Print, in exact form, the lines below from the one containing "thumb cmc: (454, 268)" through the one containing "thumb ip: (692, 339)", and omit all others.
━━ Input material ━━
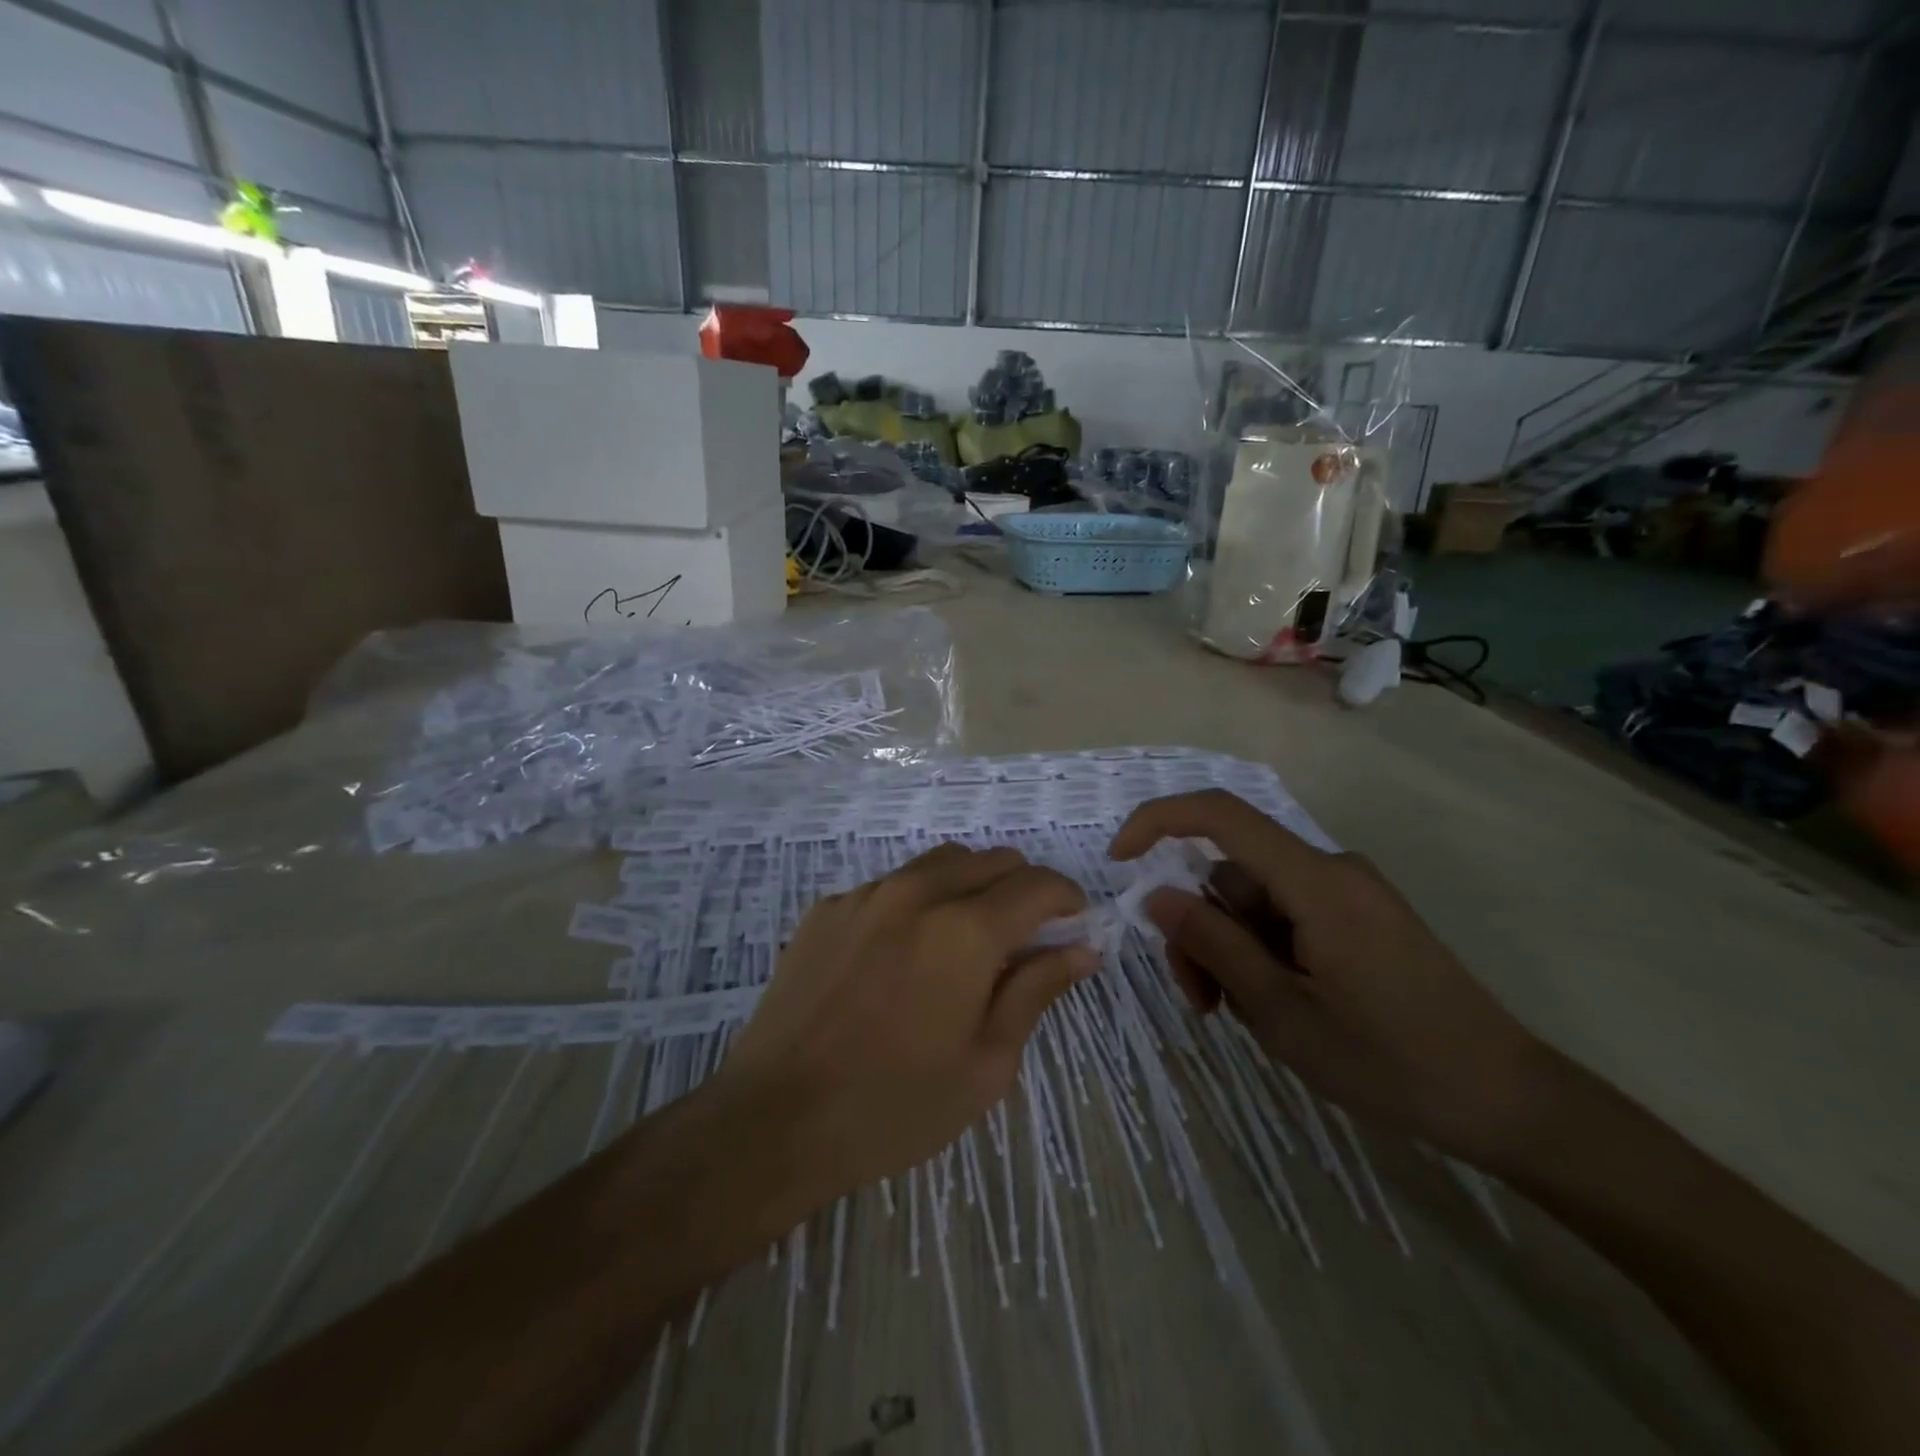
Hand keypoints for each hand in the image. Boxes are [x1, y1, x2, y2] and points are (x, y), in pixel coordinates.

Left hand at [723, 843, 1094, 1205]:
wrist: (777, 1118)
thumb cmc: (895, 1106)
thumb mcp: (986, 1062)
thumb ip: (1036, 990)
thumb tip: (1082, 948)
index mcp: (966, 930)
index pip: (1038, 885)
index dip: (1067, 899)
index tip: (1073, 926)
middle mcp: (918, 893)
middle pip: (992, 860)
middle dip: (1022, 889)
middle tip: (1022, 942)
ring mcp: (867, 894)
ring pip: (941, 863)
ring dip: (971, 887)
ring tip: (964, 943)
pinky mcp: (829, 908)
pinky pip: (891, 884)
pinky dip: (918, 902)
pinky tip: (901, 956)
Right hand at [1110, 789, 1559, 1168]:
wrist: (1509, 1102)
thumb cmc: (1392, 1061)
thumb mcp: (1282, 1012)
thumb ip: (1213, 946)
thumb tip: (1155, 895)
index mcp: (1315, 881)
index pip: (1220, 815)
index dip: (1158, 821)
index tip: (1119, 861)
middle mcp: (1330, 870)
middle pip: (1231, 875)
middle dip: (1200, 930)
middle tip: (1202, 1003)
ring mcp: (1348, 894)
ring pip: (1253, 902)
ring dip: (1230, 951)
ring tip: (1242, 1016)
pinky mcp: (1359, 918)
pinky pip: (1285, 917)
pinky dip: (1262, 953)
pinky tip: (1276, 1005)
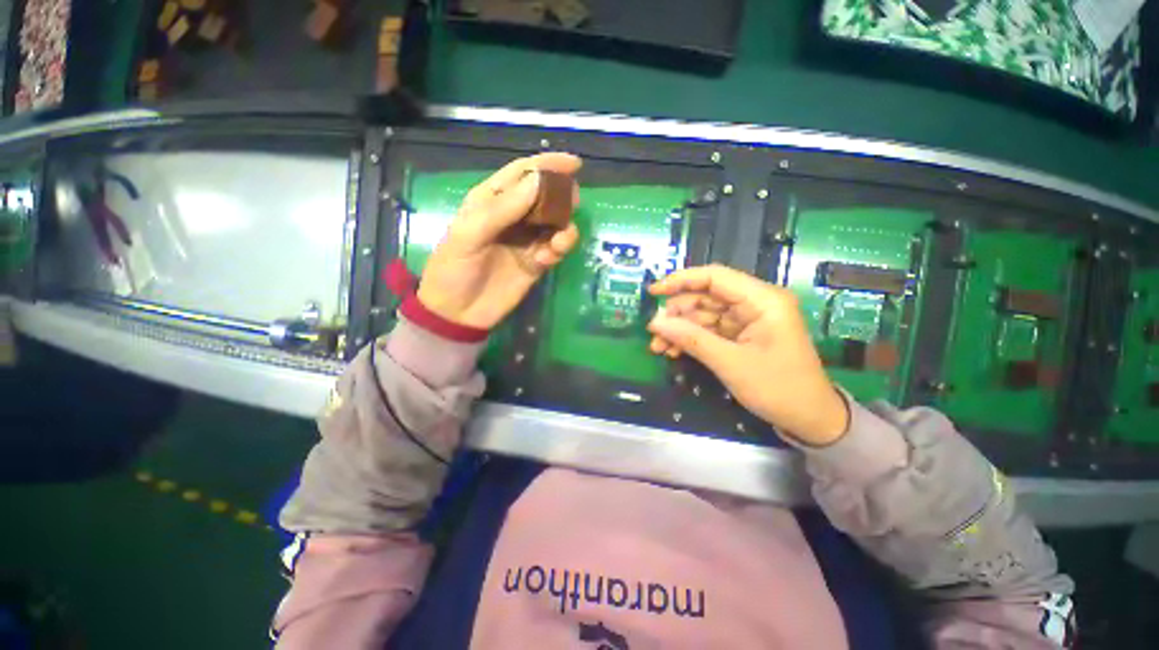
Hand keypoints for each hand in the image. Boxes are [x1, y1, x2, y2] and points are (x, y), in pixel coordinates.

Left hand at [417, 153, 581, 329]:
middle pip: (543, 197)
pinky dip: (558, 250)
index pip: (521, 174)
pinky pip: (555, 249)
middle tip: (573, 202)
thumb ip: (503, 208)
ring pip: (554, 223)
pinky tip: (547, 258)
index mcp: (490, 201)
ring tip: (560, 241)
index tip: (574, 164)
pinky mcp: (536, 262)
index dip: (547, 165)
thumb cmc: (454, 268)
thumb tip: (539, 181)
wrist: (458, 313)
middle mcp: (512, 217)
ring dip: (563, 227)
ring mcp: (526, 240)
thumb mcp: (470, 234)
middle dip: (561, 196)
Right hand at [646, 265, 849, 445]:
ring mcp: (747, 319)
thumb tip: (655, 322)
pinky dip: (690, 339)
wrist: (810, 420)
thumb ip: (692, 339)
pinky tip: (673, 351)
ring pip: (703, 315)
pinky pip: (709, 330)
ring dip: (679, 329)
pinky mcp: (741, 335)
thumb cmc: (779, 389)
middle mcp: (754, 303)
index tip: (653, 293)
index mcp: (762, 300)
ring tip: (658, 347)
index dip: (681, 280)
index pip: (715, 277)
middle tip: (654, 332)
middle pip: (705, 297)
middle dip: (677, 314)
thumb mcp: (731, 364)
━━━
Reply —
thumb cmc: (454, 268)
thumb tip: (539, 181)
wrist: (458, 313)
middle mcp: (512, 217)
ring dip: (563, 227)
ring mcp: (526, 240)
thumb mcp: (470, 234)
middle dip: (561, 196)
Right hand at [646, 265, 849, 445]:
ring mcp: (747, 319)
thumb tip: (655, 322)
pinky dip: (690, 339)
wrist: (810, 420)
thumb ip: (692, 339)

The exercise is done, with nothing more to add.